A Câmara espera, contudo, que na execução do presente diploma se providenciará para evitar aos requerentes a incerteza e as perturbações ocasionadas pelo atraso dos Serviços. [Ob. cit., p. 297.] Será sustentável, face à evolução descrita, que o diploma que elimina tal regime de aprovação administrativa (exigência considerada «por motivos óbvios» impor-se em 1971) não seja considerado como legislação do trabalho? Afigura-se insustentável a posição da maioria nesta matéria.
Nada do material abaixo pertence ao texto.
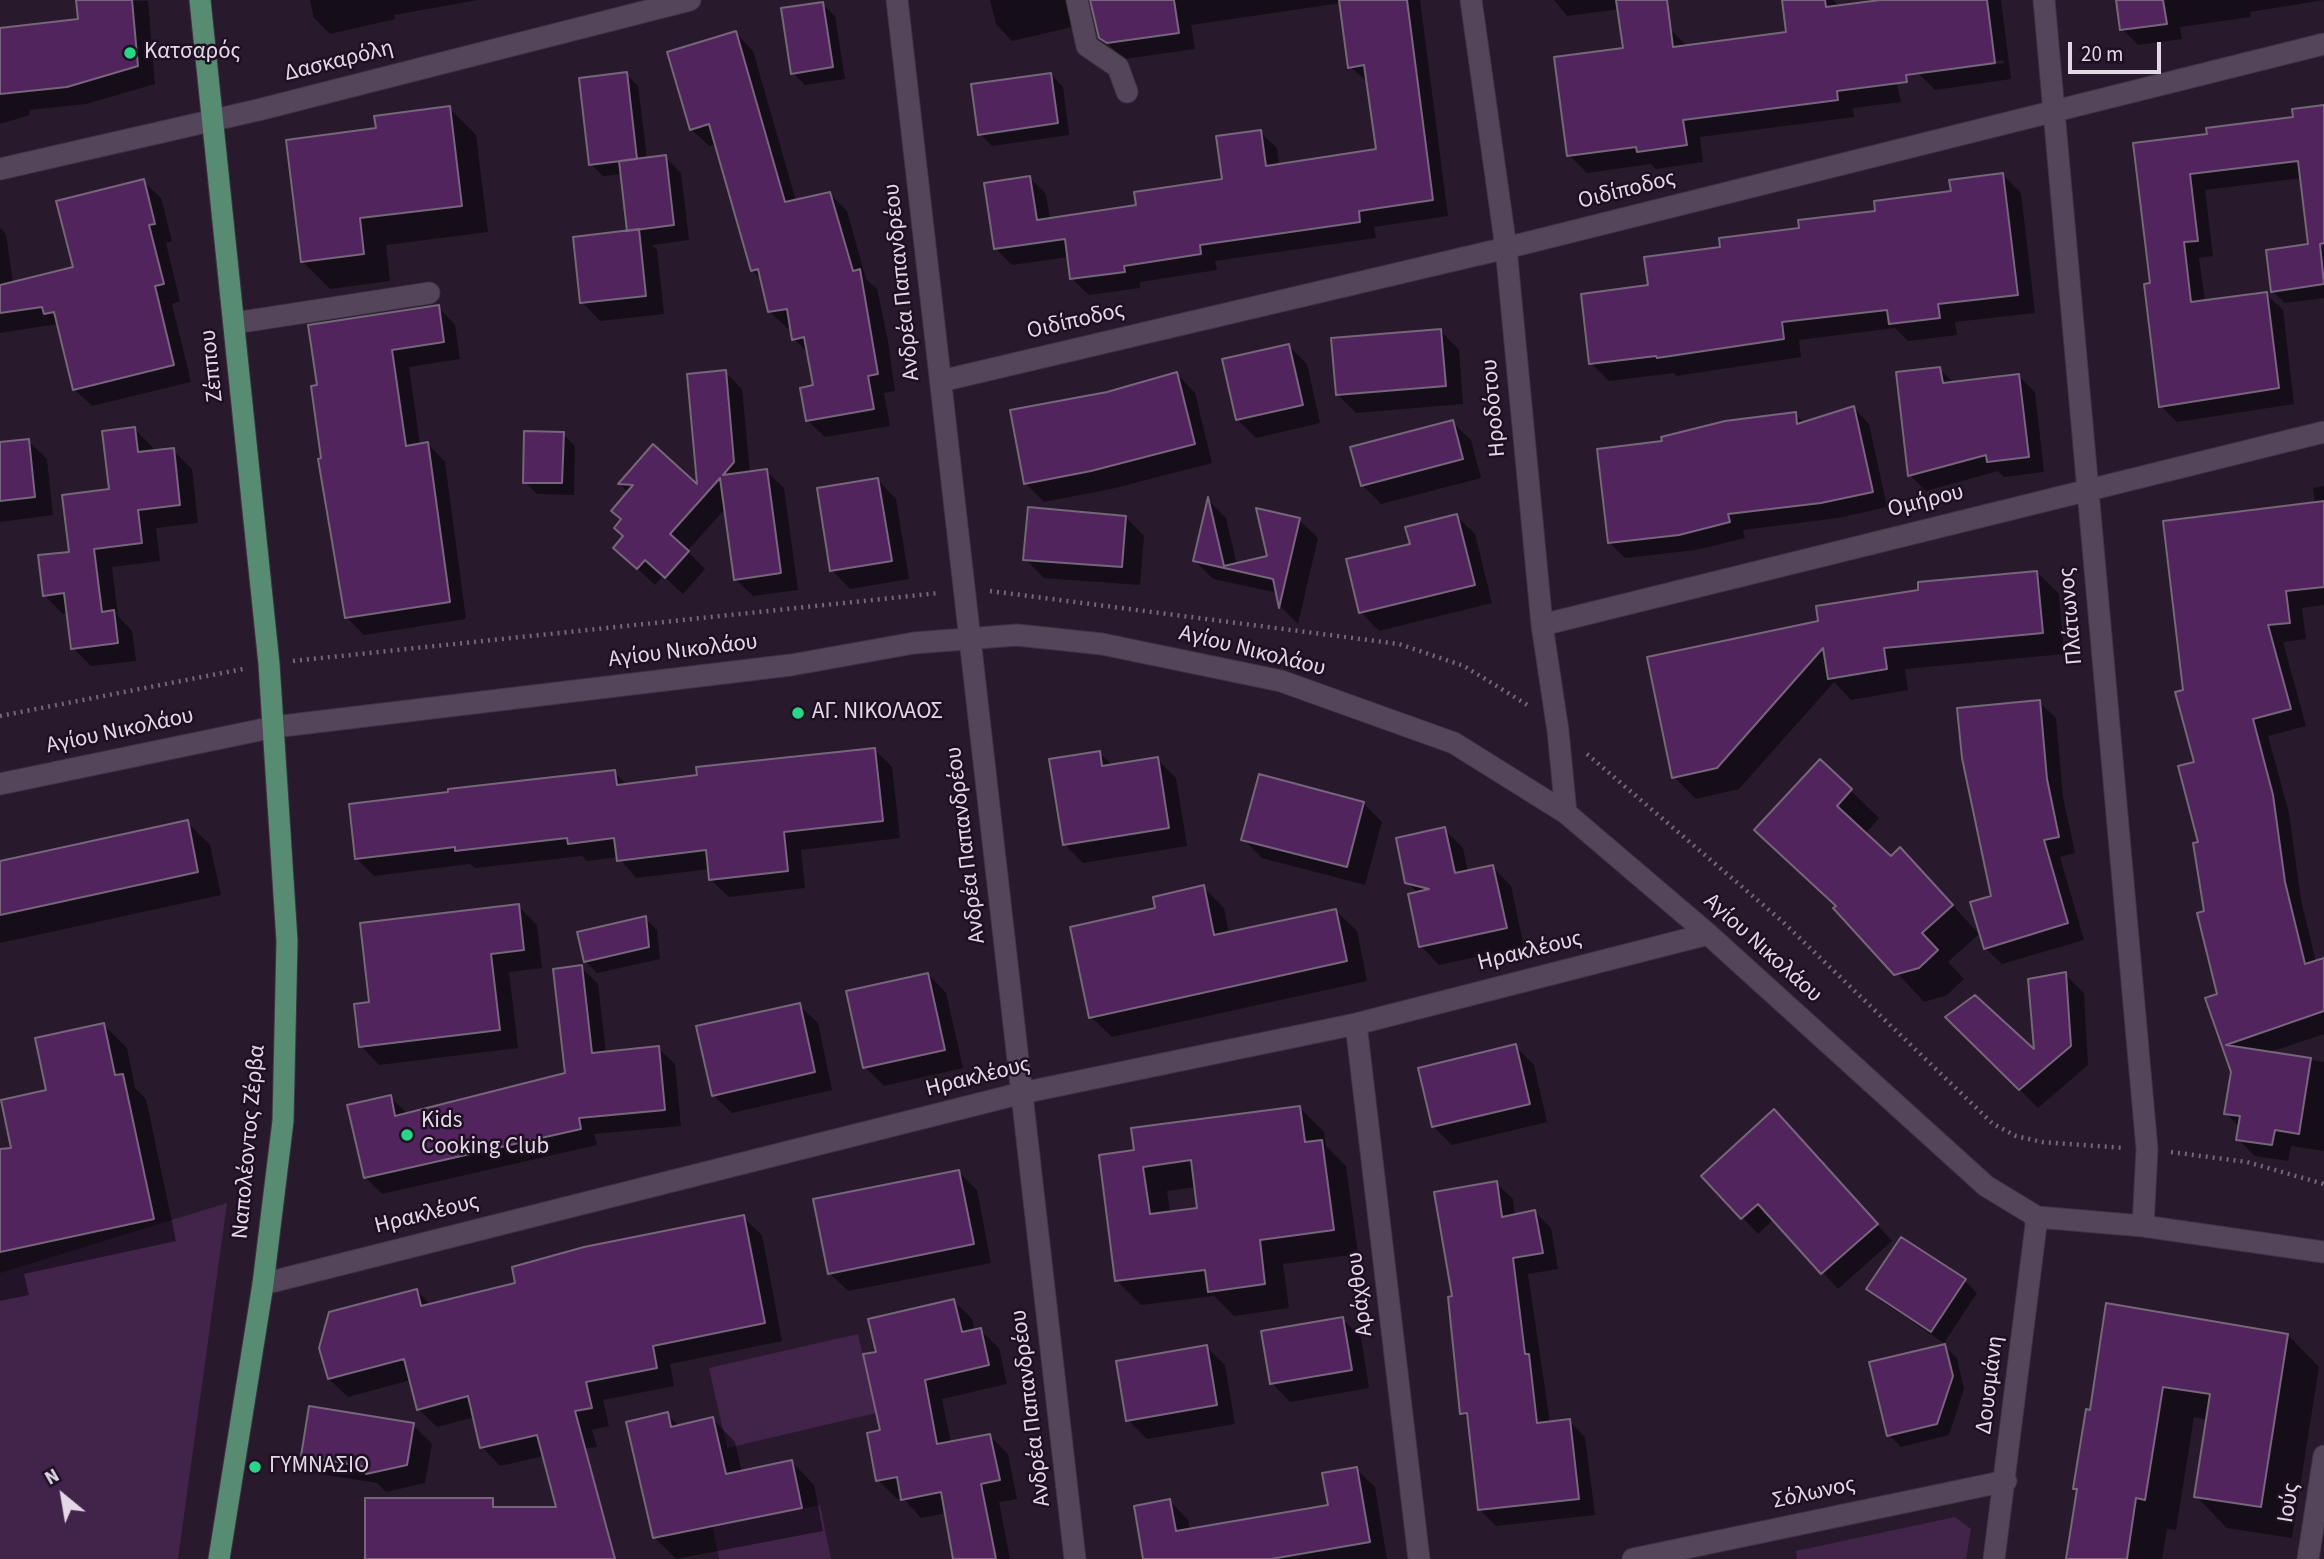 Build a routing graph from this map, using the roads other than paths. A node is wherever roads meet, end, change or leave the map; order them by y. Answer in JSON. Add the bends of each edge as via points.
{"nodes":[{"id":1,"x":200,"y":0,"type":"edge"},
{"id":2,"x":690,"y":0,"type":"edge"},
{"id":3,"x":897,"y":0,"type":"edge"},
{"id":4,"x":1077,"y":0,"type":"edge"},
{"id":5,"x":1471,"y":0,"type":"edge"},
{"id":6,"x":2044,"y":0,"type":"edge"},
{"id":7,"x":2324,"y":44,"type":"edge"},
{"id":8,"x":1127,"y":92,"type":"dead end"},
{"id":9,"x":2053,"y":110,"type":"junction"},
{"id":10,"x":212,"y":121,"type":"junction"},
{"id":11,"x":0,"y":169,"type":"edge"},
{"id":12,"x":1506,"y":248,"type":"junction"},
{"id":13,"x":429,"y":293,"type":"dead end"},
{"id":14,"x":235,"y":323,"type":"junction"},
{"id":15,"x":941,"y":381,"type":"junction"},
{"id":16,"x":2324,"y":432,"type":"edge"},
{"id":17,"x":2086,"y":489,"type":"junction"},
{"id":18,"x":1542,"y":625,"type":"junction"},
{"id":19,"x":970,"y":637,"type":"junction"},
{"id":20,"x":274,"y":727,"type":"junction"},
{"id":21,"x":0,"y":784,"type":"edge"},
{"id":22,"x":1566,"y":813,"type":"junction"},
{"id":23,"x":1708,"y":934,"type":"junction"},
{"id":24,"x":1356,"y":1024,"type":"junction"},
{"id":25,"x":1022,"y":1093,"type":"junction"},
{"id":26,"x":2037,"y":1217,"type":"junction"},
{"id":27,"x":2143,"y":1226,"type":"junction"},
{"id":28,"x":2324,"y":1252,"type":"edge"},
{"id":29,"x":262,"y":1284,"type":"junction"},
{"id":30,"x":2324,"y":1456,"type":"edge"},
{"id":31,"x":2006,"y":1481,"type":"junction"},
{"id":32,"x":219,"y":1559,"type":"edge"},
{"id":33,"x":1075,"y":1559,"type":"edge"},
{"id":34,"x":1419,"y":1559,"type":"edge"},
{"id":35,"x":1633,"y":1559,"type":"edge"},
{"id":36,"x":1994,"y":1559,"type":"edge"},
{"id":37,"x":2308,"y":1559,"type":"edge"}],
"edges":[{"from":1,"to":10,"type":"main road","name":"Ζέππου"},
{"from":2,"to":10,"type":"street","name":"Δασκαρόλη"},
{"from":3,"to":15,"type":"street","name":"Ανδρέα Παπανδρέου"},
{"from":4,"to":8,"type":"street","via":[[1087,46],[1118,66]]},
{"from":5,"to":12,"type":"street","name":"Ηροδότου"},
{"from":6,"to":9,"type":"street","name":"Πλάτωνος"},
{"from":7,"to":9,"type":"street","name":"Οιδίποδος"},
{"from":9,"to":12,"type":"street","name":"Οιδίποδος"},
{"from":9,"to":17,"type":"street","name":"Πλάτωνος"},
{"from":10,"to":11,"type":"street","name":"Δασκαρόλη"},
{"from":10,"to":14,"type":"main road","name":"Ζέππου"},
{"from":12,"to":15,"type":"street","name":"Οιδίποδος"},
{"from":12,"to":18,"type":"street","name":"Ηροδότου"},
{"from":13,"to":14,"type":"street"},
{"from":14,"to":20,"type":"main road","name":"Ζέππου"},
{"from":15,"to":19,"type":"street","name":"Ανδρέα Παπανδρέου"},
{"from":16,"to":17,"type":"street","name":"Ομήρου"},
{"from":17,"to":18,"type":"street","name":"Ομήρου"},
{"from":17,"to":27,"type":"street","name":"Πλάτωνος","via":[[2147,1149]]},
{"from":18,"to":22,"type":"street","name":"Ηροδότου"},
{"from":19,"to":20,"type":"street","name":"Αγίου Νικολάου","via":[[777,667]]},
{"from":19,"to":22,"type":"street","name":"Αγίου Νικολάου","via":[[1017,635],[1102,644],[1281,681],[1454,743]]},
{"from":19,"to":25,"type":"street","name":"Ανδρέα Παπανδρέου"},
{"from":20,"to":21,"type":"street","name":"Αγίου Νικολάου"},
{"from":20,"to":29,"type":"main road","name":"Ναπολέοντος Ζέρβα","via":[[287,941],[286,1060],[283,1121]]},
{"from":22,"to":23,"type":"street","name":"Αγίου Νικολάου"},
{"from":23,"to":24,"type":"street","name":"Ηρακλέους"},
{"from":23,"to":26,"type":"street","name":"Αγίου Νικολάου","via":[[1986,1186]]},
{"from":24,"to":25,"type":"street","name":"Ηρακλέους"},
{"from":24,"to":34,"type":"street","name":"Αράχθου"},
{"from":25,"to":29,"type":"street","name":"Ηρακλέους"},
{"from":25,"to":33,"type":"street","name":"Ανδρέα Παπανδρέου"},
{"from":26,"to":27,"type":"street","name":"Αγίου Νικολάου"},
{"from":26,"to":31,"type":"street","name":"Δουσμάνη"},
{"from":27,"to":28,"type":"street","name":"Αγίου Νικολάου"},
{"from":29,"to":32,"type":"main road","name":"Ναπολέοντος Ζέρβα"},
{"from":30,"to":37,"type":"street","name":"Ιούς"},
{"from":31,"to":35,"type":"street","name":"Σόλωνος"},
{"from":31,"to":36,"type":"street","name":"Δουσμάνη"}]}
Vejamos porquê.

4 - Preliminarmente, há que acentuar que a resposta a tal questão é independente da formulação de qualquer juízo sobre a bondade de inovação legislativa do disposto no Decreto-Lei 65/87, seja de natureza política, moral ou outra.

Se se considerar legislação de trabalho, o diploma em causa não deixará de contar normas inconstitucionais, do ponto de vista formal, ainda que as medidas constantes de tais normas possam fazer supor uma concordância hipotética ou presumida das comissões de trabalhadores ou das associações sindicais quanto a tais medidas. Há-de haver uma intervenção formal dessas organizações no processo legislativo, sob pena de inconstitucionalidade.

5 - A lei ordinária estabeleceu, já se viu, uma enumeração exemplificativa ou meramente enunciativa, isto é, não taxativa, das matérias que constituem legislação do trabalho, para efeitos de organização do processo de consulta ou audição das organizações dos trabalhadores na elaboração dessa legislação, para dar cumprimento aos preceitos constitucionais na matéria.

Trata-se da Lei 16/79, de 26 de Maio.

O artigo 2.º dessa lei estabelece o que se entende por legislação do trabalho:

1 - Entende-se por legislação do trabalho a que vise regular as relações individuais e colectivas de trabalho, bem como os direitos dos trabalhadores, enquanto tais e suas organizações, designadamente:

a) Contrato individual de trabalho;

b) Relações colectivas de trabalho;

c) Comissões de trabalhadores, respectivas comissões coordenadoras e seus direitos;

d) Associações sindicais e direitos sindicais;

e) Exercício do direito à greve;

f) Salário mínimo nacional e horário nacional de trabalho;

g) Formação profissional;

h) Acidentes de trabalho e doenças profissionais.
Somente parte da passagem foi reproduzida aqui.